How do you delete some file in a repo ?
Like for git, you delete file, the you "add" those file and do a commit
I have a dataset folder, then I delete some file inside it, based on some complex script/logic. How do I sync the changes to lakeFS ??
05/05/2023, 5:08 AM
is your dataset folder already in lakeFS? If so, I think you would use the deleteObject API.
What's your script/logic written in?
also - welcome to lakeFS 🙂
05/05/2023, 5:10 AM
Like we are massaging our data, testing that, modifying this, deleting that ... After a while, we are happy with the state of the dataset, then we want to commit push the change ... Sorry, i am using lakefs like git. May be this is not the right approach?
05/05/2023, 5:23 AM
@HT lakeFS shares similar concepts of git, but there are some differences. One of them is that there is no concept of local and remote. All operations are performed on the datalake (remote). Therefore, in order for lakeFS to work properly, data management should go through the lakeFS API. This means adding, updating and deleting objects should be done using the appropriate API.

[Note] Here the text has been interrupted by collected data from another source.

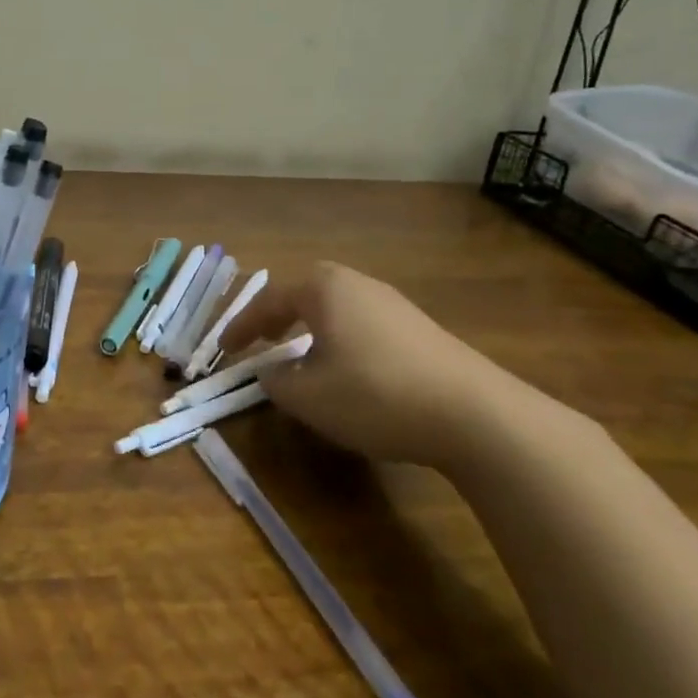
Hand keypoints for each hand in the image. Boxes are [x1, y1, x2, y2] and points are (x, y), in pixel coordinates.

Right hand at [219, 261, 510, 469]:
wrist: (475, 414)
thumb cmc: (374, 393)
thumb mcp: (307, 396)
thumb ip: (275, 380)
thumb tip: (271, 371)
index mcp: (323, 288)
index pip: (268, 301)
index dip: (241, 327)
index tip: (223, 349)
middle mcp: (357, 284)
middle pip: (306, 294)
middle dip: (279, 316)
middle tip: (262, 339)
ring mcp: (394, 303)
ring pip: (337, 310)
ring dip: (312, 330)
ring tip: (301, 357)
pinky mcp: (421, 328)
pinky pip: (364, 325)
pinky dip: (342, 340)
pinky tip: (349, 371)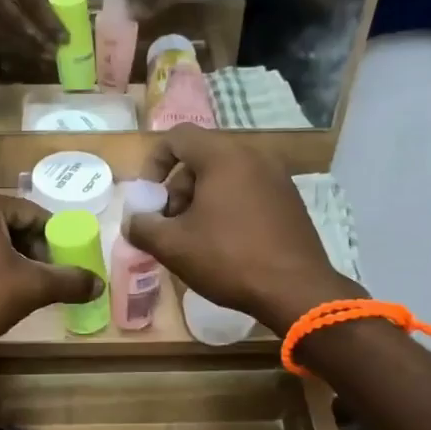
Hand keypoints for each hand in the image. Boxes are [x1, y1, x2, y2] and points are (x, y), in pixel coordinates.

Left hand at [0, 190, 101, 357]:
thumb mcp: (31, 288)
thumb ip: (69, 281)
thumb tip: (99, 284)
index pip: (33, 214)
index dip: (54, 240)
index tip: (64, 266)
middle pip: (10, 224)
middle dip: (32, 250)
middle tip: (46, 279)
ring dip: (10, 259)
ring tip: (23, 288)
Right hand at [122, 126, 362, 333]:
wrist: (297, 291)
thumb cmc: (229, 259)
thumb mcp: (172, 246)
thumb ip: (142, 227)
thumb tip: (133, 221)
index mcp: (224, 156)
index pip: (177, 137)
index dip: (154, 163)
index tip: (148, 198)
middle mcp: (254, 155)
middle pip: (201, 158)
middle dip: (177, 189)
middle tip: (170, 225)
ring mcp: (277, 177)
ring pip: (225, 176)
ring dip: (201, 200)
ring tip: (195, 239)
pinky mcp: (290, 200)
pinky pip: (248, 190)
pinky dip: (228, 206)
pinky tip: (225, 244)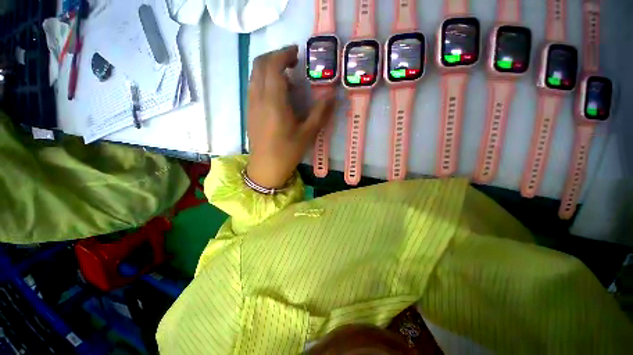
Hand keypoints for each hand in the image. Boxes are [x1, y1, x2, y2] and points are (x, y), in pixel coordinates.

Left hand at [246, 45, 335, 187]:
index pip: (273, 65)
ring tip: (288, 76)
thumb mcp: (307, 134)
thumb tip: (332, 96)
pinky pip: (254, 86)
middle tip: (293, 61)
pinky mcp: (250, 111)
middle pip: (260, 64)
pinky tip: (278, 92)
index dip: (284, 54)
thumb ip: (320, 113)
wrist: (265, 168)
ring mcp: (252, 104)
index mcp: (274, 102)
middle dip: (276, 56)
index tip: (297, 53)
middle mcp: (259, 98)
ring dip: (270, 67)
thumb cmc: (287, 152)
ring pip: (255, 74)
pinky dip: (265, 79)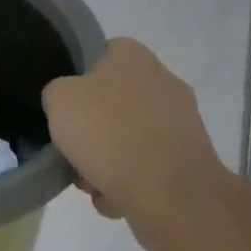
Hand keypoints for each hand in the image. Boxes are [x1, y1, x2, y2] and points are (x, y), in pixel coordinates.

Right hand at [42, 38, 225, 237]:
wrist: (171, 196)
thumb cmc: (109, 132)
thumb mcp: (58, 99)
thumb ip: (58, 92)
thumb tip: (68, 102)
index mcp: (134, 56)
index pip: (102, 53)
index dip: (78, 76)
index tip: (64, 102)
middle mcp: (165, 81)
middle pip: (115, 100)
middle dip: (94, 125)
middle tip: (72, 145)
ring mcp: (183, 123)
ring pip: (131, 136)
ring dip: (109, 157)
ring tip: (89, 180)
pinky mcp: (192, 162)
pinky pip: (148, 167)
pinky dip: (131, 181)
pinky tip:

Failing to do so, might result in inconsistencies in lakeFS and missing versioned data
05/05/2023, 5:27 AM
With lakectl upload operation, you lakefs can track change and new added file right?
So it's just missing a "sync" operation that detect deleted file?
05/05/2023, 6:37 AM
Not exactly. Since lakeFS is a versioning engine - delete operation does not mean the object is physically deleted from the storage. The reason for that is that you can upload and commit an object in a certain "commitA" and then later decide to delete the object (or modify it) in "commitB" - but you'll still want to have access to the original object from "commitA".

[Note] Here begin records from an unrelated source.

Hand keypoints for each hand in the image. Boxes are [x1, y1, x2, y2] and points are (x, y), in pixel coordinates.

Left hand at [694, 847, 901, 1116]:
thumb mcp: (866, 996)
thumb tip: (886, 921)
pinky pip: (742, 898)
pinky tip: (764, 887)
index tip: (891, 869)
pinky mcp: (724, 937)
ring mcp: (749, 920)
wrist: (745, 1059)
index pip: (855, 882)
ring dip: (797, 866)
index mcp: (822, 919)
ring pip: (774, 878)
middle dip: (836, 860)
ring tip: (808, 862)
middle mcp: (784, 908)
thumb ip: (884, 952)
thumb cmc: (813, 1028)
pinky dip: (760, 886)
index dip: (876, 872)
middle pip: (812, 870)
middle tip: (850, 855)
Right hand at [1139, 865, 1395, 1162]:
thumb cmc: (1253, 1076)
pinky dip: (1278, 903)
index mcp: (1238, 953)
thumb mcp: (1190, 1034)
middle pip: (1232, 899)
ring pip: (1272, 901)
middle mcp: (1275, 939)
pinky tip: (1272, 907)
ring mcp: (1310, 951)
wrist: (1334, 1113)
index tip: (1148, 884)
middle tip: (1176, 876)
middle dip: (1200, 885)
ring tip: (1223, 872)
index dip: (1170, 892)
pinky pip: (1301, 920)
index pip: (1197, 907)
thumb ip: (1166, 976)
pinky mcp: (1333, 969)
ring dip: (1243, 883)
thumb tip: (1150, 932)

Deleting the object from the storage will in fact break the versioning capabilities - even if you had a "sync" that detects deleted files.
Here's an overview of the lakeFS model, and in this page you can learn more on how the versioning mechanism actually works
05/05/2023, 6:47 AM
Thank you. I will have a good look
ok. So, after a bunch of testing. Now I can get "sync"
To achieve sync (delete, rename file) between local copy and what inside lakefs, you can use the S3 compatible interface. I use rclone to sync between local copy and lakefs. Deleted file then appear automatically in the "uncommit changes".
I guess, rclone is one way to use the API as @Robin Moffatt mentioned above ?
syncing your data (download, upload, sync, checkout, ....) : better use rclone.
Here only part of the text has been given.